Guided by the profit motive, the corporations that sell our food shape and constrain how we eat, and how we think about food. The limitations are clearest at the fast food outlet, where the spectrum of choice runs from McMuffin to McNugget. But there are hidden and systemic constraints even when we feel we're beyond the purview of Ronald McDonald. Even when we want to buy something healthy, something to keep the doctor away, we're trapped in the very same system that has created our Fast Food Nations?

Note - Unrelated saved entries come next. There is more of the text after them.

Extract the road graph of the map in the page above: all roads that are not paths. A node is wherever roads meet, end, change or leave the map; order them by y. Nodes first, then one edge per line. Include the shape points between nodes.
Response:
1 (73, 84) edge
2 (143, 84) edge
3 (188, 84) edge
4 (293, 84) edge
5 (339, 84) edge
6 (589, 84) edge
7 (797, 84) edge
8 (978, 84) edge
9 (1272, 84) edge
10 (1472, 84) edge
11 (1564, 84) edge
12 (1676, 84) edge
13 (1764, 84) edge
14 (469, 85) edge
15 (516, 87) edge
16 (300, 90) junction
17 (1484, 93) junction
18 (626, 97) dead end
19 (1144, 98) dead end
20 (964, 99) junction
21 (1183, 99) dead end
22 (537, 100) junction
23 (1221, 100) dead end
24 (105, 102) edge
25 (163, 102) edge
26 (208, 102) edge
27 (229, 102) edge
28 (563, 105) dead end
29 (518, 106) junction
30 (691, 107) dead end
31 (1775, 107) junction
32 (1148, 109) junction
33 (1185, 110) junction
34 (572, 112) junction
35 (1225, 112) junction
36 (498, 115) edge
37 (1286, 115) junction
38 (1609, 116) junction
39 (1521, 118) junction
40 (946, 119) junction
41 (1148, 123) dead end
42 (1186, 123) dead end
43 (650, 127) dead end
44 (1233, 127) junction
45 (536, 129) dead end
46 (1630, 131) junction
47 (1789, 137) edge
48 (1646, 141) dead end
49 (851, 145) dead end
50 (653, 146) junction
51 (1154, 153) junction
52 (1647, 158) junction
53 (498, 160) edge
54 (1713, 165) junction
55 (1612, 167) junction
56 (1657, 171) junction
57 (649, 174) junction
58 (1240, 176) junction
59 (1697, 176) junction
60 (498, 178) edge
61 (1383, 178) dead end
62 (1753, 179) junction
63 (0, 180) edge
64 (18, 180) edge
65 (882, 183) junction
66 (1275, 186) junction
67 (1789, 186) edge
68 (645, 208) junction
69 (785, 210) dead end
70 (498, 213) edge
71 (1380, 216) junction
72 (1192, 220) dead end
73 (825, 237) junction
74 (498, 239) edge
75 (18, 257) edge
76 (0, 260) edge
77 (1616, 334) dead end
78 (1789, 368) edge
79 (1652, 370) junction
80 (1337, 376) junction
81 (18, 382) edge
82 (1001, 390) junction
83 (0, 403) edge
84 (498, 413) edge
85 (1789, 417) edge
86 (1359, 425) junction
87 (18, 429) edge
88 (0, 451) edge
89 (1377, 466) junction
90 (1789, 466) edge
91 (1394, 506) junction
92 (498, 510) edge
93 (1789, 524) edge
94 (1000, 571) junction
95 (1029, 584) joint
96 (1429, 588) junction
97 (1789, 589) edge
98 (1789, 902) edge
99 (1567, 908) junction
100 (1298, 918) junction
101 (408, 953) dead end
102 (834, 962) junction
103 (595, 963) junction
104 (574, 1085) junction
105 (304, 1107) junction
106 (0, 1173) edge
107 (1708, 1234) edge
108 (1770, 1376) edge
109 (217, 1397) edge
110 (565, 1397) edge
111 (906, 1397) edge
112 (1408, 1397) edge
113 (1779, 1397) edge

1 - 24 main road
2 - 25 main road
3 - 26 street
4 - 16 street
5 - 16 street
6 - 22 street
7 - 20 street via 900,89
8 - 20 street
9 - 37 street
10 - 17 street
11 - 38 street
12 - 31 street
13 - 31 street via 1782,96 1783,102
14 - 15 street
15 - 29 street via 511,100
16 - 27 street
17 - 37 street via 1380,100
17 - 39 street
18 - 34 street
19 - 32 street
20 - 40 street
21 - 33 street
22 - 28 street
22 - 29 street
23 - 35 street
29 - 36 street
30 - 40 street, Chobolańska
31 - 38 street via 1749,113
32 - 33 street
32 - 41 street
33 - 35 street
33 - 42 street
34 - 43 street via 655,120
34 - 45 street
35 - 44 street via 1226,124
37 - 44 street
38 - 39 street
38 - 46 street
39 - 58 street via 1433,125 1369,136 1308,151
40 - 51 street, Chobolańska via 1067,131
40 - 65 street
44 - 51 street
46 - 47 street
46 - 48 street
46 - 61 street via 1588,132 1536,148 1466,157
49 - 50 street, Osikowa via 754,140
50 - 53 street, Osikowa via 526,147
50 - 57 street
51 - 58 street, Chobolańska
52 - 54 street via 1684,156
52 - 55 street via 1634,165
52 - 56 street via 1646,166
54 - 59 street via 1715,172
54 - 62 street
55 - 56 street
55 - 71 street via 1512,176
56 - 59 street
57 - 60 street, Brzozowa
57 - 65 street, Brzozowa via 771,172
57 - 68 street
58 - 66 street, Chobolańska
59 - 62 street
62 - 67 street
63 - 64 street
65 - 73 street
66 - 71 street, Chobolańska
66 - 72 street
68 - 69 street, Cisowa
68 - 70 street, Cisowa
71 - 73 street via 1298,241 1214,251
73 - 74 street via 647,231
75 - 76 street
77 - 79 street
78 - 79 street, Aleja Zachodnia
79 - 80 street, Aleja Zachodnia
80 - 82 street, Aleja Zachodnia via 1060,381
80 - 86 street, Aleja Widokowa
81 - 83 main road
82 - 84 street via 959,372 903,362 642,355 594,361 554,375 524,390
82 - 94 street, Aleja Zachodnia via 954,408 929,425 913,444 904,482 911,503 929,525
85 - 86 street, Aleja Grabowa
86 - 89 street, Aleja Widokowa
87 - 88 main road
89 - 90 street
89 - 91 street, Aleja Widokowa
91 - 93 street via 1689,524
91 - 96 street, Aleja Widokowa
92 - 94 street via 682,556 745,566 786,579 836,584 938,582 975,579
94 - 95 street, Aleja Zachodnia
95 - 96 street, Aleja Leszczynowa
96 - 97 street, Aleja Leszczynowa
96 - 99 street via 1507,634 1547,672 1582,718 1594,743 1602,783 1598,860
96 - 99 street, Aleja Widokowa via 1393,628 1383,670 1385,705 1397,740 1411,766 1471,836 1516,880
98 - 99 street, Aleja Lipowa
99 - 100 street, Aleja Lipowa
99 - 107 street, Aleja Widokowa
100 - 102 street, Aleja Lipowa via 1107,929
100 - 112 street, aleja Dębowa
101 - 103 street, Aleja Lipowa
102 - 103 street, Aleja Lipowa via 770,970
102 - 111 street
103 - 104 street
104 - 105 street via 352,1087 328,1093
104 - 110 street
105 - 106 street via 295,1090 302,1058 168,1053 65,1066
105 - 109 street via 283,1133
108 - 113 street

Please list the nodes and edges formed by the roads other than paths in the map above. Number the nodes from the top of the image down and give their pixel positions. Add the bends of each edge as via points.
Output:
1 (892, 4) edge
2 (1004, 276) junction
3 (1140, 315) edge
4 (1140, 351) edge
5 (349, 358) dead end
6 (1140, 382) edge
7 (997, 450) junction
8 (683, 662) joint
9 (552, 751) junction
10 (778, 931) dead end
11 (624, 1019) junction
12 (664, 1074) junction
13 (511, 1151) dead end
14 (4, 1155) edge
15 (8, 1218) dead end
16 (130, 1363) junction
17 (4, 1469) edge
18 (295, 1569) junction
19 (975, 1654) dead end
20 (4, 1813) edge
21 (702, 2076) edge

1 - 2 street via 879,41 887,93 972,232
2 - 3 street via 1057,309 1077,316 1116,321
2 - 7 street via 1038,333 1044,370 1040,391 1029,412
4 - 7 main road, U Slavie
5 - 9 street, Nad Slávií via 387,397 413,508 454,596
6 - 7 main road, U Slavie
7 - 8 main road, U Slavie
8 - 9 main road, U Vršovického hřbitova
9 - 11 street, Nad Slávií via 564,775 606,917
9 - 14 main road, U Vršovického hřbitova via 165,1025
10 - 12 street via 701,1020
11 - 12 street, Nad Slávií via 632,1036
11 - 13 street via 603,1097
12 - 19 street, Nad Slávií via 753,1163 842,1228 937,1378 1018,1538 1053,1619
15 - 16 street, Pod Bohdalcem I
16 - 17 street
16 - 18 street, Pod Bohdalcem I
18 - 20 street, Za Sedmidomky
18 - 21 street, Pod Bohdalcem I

Try, for example, shopping for apples. At supermarkets in North America and Europe, the choice is restricted to half a dozen varieties: Fuji, Braeburn, Granny Smith, Golden Delicious and perhaps a couple of others. Why these? Because they're pretty: we like the polished and unblemished skin. Because their taste is one that's largely unobjectionable to the majority. But also because they can stand transportation over long distances. Their skin won't tear or blemish if they're knocked about in the miles from orchard to aisle. They take well to the waxing technologies and compounds that make this transportation possible and keep the apples pretty on the shelves. They are easy to harvest. They respond well to pesticides and industrial production. These are reasons why we won't find Calville Blanc, Black Oxford, Zabergau Reinette, Kandil Sinap or the ancient and venerable Rambo on the shelves.
Our choices are not entirely our own because, even in a supermarket, the menu is crafted not by our choices, nor by the seasons, nor where we find ourselves, nor by the full range of apples available, nor by the full spectrum of available nutrition and tastes, but by the power of food corporations.
Note: Headline links to source.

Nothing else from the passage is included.